■ **TASK DETAILS**: Omit the pictures, then write out every entry exactly as it reads.

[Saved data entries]
::::::::

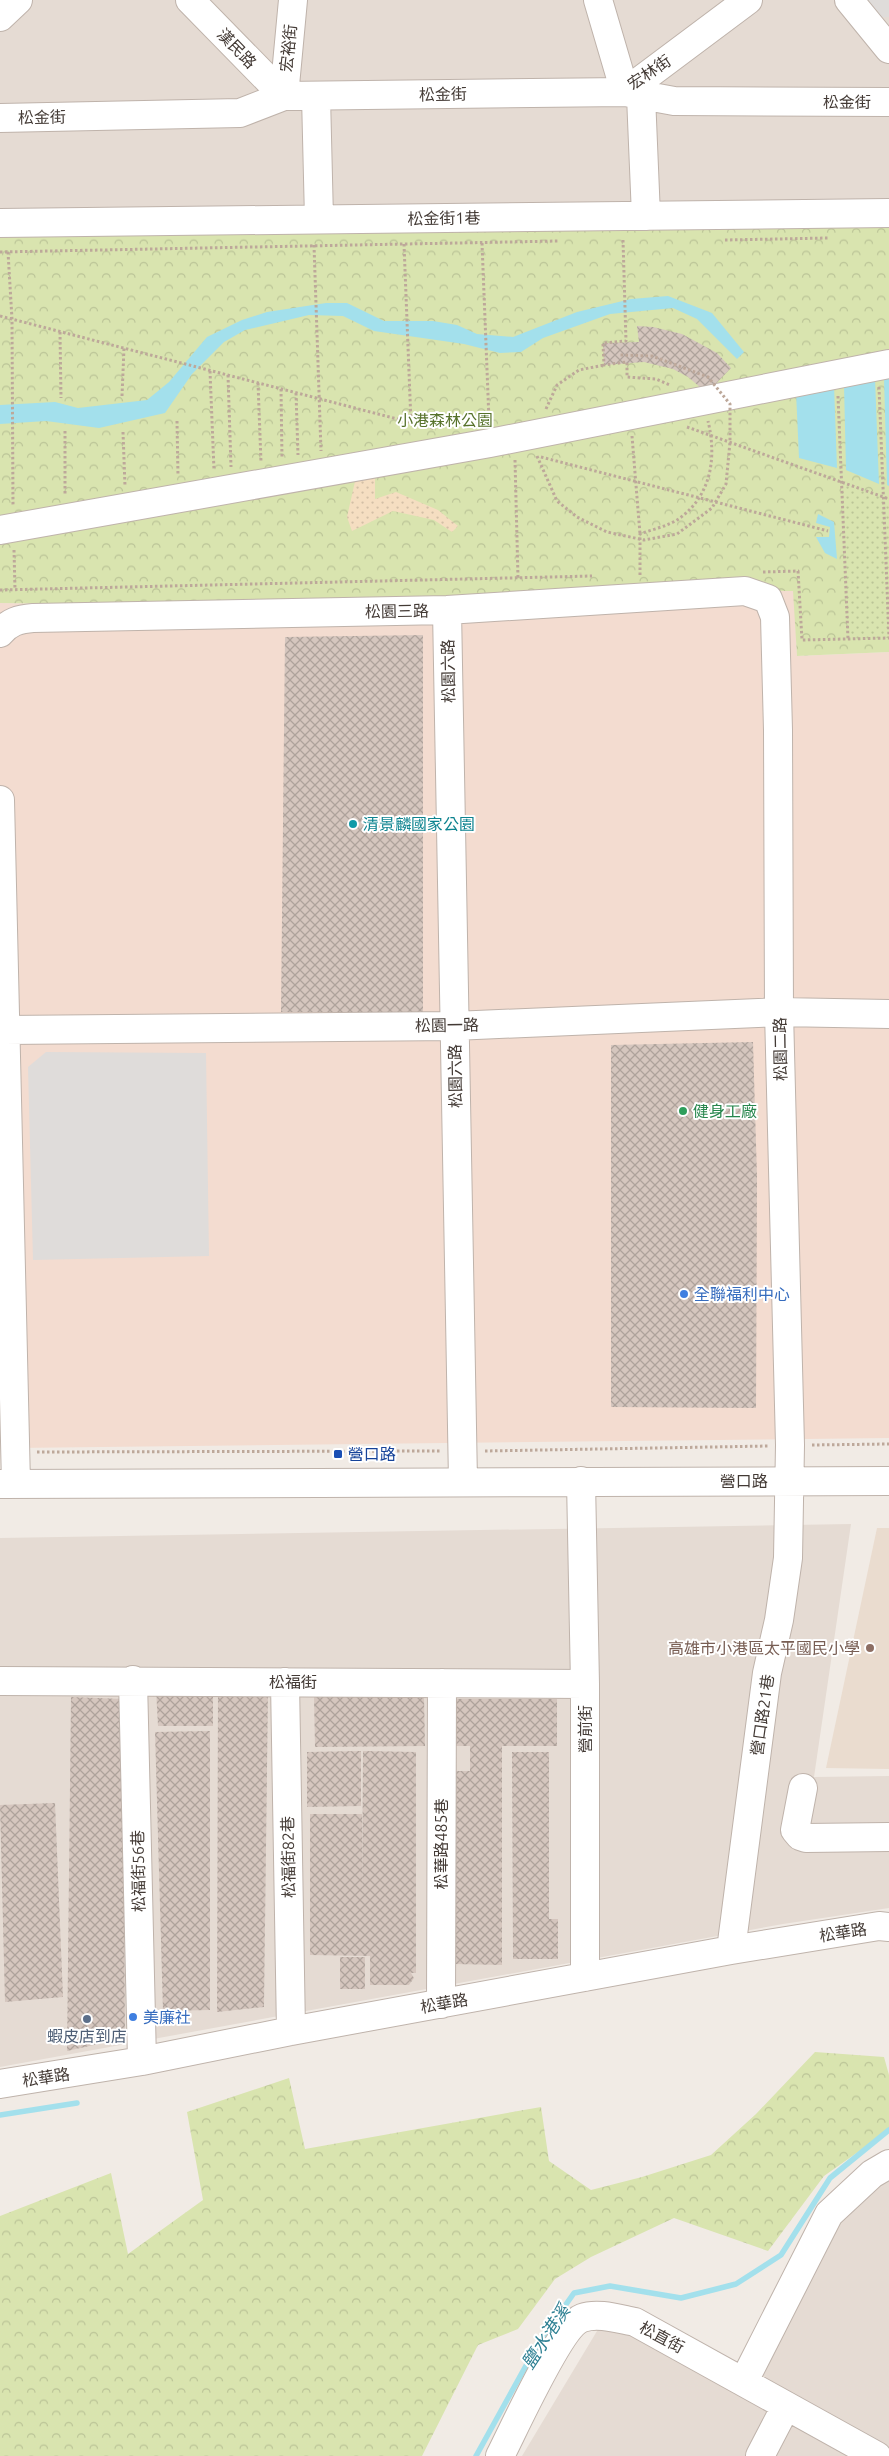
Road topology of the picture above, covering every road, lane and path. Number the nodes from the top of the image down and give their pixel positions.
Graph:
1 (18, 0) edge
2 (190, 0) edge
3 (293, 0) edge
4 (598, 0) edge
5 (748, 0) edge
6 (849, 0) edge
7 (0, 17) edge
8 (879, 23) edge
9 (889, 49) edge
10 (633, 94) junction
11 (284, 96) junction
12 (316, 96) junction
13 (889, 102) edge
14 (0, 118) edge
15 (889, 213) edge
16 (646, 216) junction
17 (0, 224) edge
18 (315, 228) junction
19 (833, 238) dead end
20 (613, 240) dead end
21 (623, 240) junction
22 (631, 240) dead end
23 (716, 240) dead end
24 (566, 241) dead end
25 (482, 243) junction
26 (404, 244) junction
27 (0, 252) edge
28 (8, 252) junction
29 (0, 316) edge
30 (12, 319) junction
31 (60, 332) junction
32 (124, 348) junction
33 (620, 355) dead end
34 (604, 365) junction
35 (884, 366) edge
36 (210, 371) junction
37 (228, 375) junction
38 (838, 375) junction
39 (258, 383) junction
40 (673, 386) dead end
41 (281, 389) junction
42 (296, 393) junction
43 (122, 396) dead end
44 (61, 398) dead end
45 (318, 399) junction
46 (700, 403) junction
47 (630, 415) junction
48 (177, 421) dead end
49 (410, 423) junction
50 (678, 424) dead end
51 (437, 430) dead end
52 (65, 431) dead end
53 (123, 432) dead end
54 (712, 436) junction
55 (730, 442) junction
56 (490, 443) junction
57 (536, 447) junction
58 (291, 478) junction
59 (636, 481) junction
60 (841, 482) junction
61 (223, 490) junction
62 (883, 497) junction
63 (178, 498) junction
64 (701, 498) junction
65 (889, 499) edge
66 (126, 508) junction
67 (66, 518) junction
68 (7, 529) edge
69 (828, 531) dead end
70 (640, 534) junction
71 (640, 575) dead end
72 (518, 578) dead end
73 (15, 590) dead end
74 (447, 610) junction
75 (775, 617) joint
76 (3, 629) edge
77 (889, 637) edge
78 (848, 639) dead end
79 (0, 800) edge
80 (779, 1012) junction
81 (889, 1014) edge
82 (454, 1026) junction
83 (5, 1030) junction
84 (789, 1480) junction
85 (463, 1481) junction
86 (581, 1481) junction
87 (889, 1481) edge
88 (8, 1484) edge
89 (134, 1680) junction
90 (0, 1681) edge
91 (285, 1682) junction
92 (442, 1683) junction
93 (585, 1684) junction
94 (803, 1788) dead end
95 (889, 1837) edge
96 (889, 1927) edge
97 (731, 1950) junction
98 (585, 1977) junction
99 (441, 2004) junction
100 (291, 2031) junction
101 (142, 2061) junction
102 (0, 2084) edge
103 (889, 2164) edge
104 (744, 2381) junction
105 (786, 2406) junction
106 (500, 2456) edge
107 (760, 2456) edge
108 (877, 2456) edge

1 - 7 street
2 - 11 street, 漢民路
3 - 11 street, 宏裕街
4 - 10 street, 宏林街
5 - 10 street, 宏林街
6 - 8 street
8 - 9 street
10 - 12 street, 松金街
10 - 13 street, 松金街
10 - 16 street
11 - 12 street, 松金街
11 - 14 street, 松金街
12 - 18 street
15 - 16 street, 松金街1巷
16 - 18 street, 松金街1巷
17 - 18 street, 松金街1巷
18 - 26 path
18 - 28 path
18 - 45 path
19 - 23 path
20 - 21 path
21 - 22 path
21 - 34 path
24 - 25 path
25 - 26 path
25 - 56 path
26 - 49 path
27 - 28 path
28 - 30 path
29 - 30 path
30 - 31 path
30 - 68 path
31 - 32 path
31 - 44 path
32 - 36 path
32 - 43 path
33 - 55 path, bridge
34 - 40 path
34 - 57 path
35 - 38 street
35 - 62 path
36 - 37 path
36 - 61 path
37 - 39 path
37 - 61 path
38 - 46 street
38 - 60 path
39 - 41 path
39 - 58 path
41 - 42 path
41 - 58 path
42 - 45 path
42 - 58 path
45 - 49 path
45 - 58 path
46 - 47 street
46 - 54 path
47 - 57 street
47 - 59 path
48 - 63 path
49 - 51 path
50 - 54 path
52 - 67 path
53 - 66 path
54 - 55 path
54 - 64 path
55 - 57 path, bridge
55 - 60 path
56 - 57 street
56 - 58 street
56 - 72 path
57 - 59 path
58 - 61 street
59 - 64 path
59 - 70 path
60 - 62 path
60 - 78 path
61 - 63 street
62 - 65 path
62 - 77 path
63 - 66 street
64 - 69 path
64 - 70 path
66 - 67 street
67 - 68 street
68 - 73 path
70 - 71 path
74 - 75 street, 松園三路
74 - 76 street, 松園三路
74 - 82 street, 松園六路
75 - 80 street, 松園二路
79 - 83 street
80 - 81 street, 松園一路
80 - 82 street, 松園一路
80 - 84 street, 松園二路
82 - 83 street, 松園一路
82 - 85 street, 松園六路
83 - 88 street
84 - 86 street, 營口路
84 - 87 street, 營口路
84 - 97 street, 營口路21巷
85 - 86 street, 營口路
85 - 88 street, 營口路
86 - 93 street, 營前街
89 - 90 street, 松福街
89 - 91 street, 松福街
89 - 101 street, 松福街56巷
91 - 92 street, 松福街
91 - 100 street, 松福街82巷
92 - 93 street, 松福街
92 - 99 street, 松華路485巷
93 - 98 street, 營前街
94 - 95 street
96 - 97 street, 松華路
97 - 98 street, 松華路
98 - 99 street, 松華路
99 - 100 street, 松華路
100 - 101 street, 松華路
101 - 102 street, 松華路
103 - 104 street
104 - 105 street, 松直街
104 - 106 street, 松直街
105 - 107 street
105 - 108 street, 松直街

::::::::

■ **TASK RESPONSE**:
Road topology of the picture above, covering every road, lane and path. Number the nodes from the top of the image down and give their pixel positions.
Graph:
1 (18, 0) edge
2 (190, 0) edge
3 (293, 0) edge
4 (598, 0) edge
5 (748, 0) edge
6 (849, 0) edge
7 (0, 17) edge
8 (879, 23) edge
9 (889, 49) edge
10 (633, 94) junction
11 (284, 96) junction
12 (316, 96) junction
13 (889, 102) edge
14 (0, 118) edge
15 (889, 213) edge
16 (646, 216) junction
17 (0, 224) edge
18 (315, 228) junction
19 (833, 238) dead end
20 (613, 240) dead end
21 (623, 240) junction
22 (631, 240) dead end
23 (716, 240) dead end
24 (566, 241) dead end
25 (482, 243) junction
26 (404, 244) junction
27 (0, 252) edge
28 (8, 252) junction
29 (0, 316) edge
30 (12, 319) junction
31 (60, 332) junction
32 (124, 348) junction
33 (620, 355) dead end
34 (604, 365) junction
35 (884, 366) edge
36 (210, 371) junction
37 (228, 375) junction
38 (838, 375) junction
39 (258, 383) junction
40 (673, 386) dead end
41 (281, 389) junction
42 (296, 393) junction
43 (122, 396) dead end
44 (61, 398) dead end
45 (318, 399) junction
46 (700, 403) junction
47 (630, 415) junction
48 (177, 421) dead end
49 (410, 423) junction
50 (678, 424) dead end
51 (437, 430) dead end
52 (65, 431) dead end
53 (123, 432) dead end
54 (712, 436) junction
55 (730, 442) junction
56 (490, 443) junction
57 (536, 447) junction
58 (291, 478) junction
59 (636, 481) junction
60 (841, 482) junction
61 (223, 490) junction
62 (883, 497) junction
63 (178, 498) junction
64 (701, 498) junction
65 (889, 499) edge
66 (126, 508) junction
67 (66, 518) junction
68 (7, 529) edge
69 (828, 531) dead end
70 (640, 534) junction
71 (640, 575) dead end
72 (518, 578) dead end
73 (15, 590) dead end
74 (447, 610) junction
75 (775, 617) joint
76 (3, 629) edge
77 (889, 637) edge
78 (848, 639) dead end
79 (0, 800) edge
80 (779, 1012) junction
81 (889, 1014) edge
82 (454, 1026) junction
83 (5, 1030) junction
84 (789, 1480) junction
85 (463, 1481) junction
86 (581, 1481) junction
87 (889, 1481) edge
88 (8, 1484) edge
89 (134, 1680) junction
90 (0, 1681) edge
91 (285, 1682) junction
92 (442, 1683) junction
93 (585, 1684) junction
94 (803, 1788) dead end
95 (889, 1837) edge
96 (889, 1927) edge
97 (731, 1950) junction
98 (585, 1977) junction
99 (441, 2004) junction
100 (291, 2031) junction
101 (142, 2061) junction
102 (0, 2084) edge
103 (889, 2164) edge
104 (744, 2381) junction
105 (786, 2406) junction
106 (500, 2456) edge
107 (760, 2456) edge
108 (877, 2456) edge

1 - 7 street
2 - 11 street, 漢民路
3 - 11 street, 宏裕街
4 - 10 street, 宏林街
5 - 10 street, 宏林街
6 - 8 street
8 - 9 street
10 - 12 street, 松金街
10 - 13 street, 松金街
10 - 16 street
11 - 12 street, 松金街
11 - 14 street, 松金街
12 - 18 street
15 - 16 street, 松金街1巷
16 - 18 street, 松金街1巷
17 - 18 street, 松金街1巷
18 - 26 path
18 - 28 path
18 - 45 path
19 - 23 path
20 - 21 path
21 - 22 path
21 - 34 path
24 - 25 path
25 - 26 path
25 - 56 path
26 - 49 path
27 - 28 path
28 - 30 path
29 - 30 path
30 - 31 path
30 - 68 path
31 - 32 path
31 - 44 path
32 - 36 path
32 - 43 path
33 - 55 path, bridge
34 - 40 path
34 - 57 path
35 - 38 street
35 - 62 path
36 - 37 path
36 - 61 path
37 - 39 path
37 - 61 path
38 - 46 street
38 - 60 path
39 - 41 path
39 - 58 path
41 - 42 path
41 - 58 path
42 - 45 path
42 - 58 path
45 - 49 path
45 - 58 path
46 - 47 street
46 - 54 path
47 - 57 street
47 - 59 path
48 - 63 path
49 - 51 path
50 - 54 path
52 - 67 path
53 - 66 path
54 - 55 path
54 - 64 path
55 - 57 path, bridge
55 - 60 path
56 - 57 street
56 - 58 street
56 - 72 path
57 - 59 path
58 - 61 street
59 - 64 path
59 - 70 path
60 - 62 path
60 - 78 path
61 - 63 street
62 - 65 path
62 - 77 path
63 - 66 street
64 - 69 path
64 - 70 path
66 - 67 street
67 - 68 street
68 - 73 path
70 - 71 path
74 - 75 street, 松園三路
74 - 76 street, 松園三路
74 - 82 street, 松園六路
75 - 80 street, 松園二路
79 - 83 street
80 - 81 street, 松園一路
80 - 82 street, 松園一路
80 - 84 street, 松園二路
82 - 83 street, 松園一路
82 - 85 street, 松園六路
83 - 88 street
84 - 86 street, 營口路
84 - 87 street, 營口路
84 - 97 street, 營口路21巷
85 - 86 street, 營口路
85 - 88 street, 營口路
86 - 93 street, 營前街
89 - 90 street, 松福街
89 - 91 street, 松福街
89 - 101 street, 松福街56巷
91 - 92 street, 松福街
91 - 100 street, 松福街82巷
92 - 93 street, 松福街
92 - 99 street, 松華路485巷
93 - 98 street, 營前街
94 - 95 street
96 - 97 street, 松華路
97 - 98 street, 松華路
98 - 99 street, 松華路
99 - 100 street, 松華路
100 - 101 street, 松華路
101 - 102 street, 松華路
103 - 104 street
104 - 105 street, 松直街
104 - 106 street, 松直街
105 - 107 street
105 - 108 street, 松直街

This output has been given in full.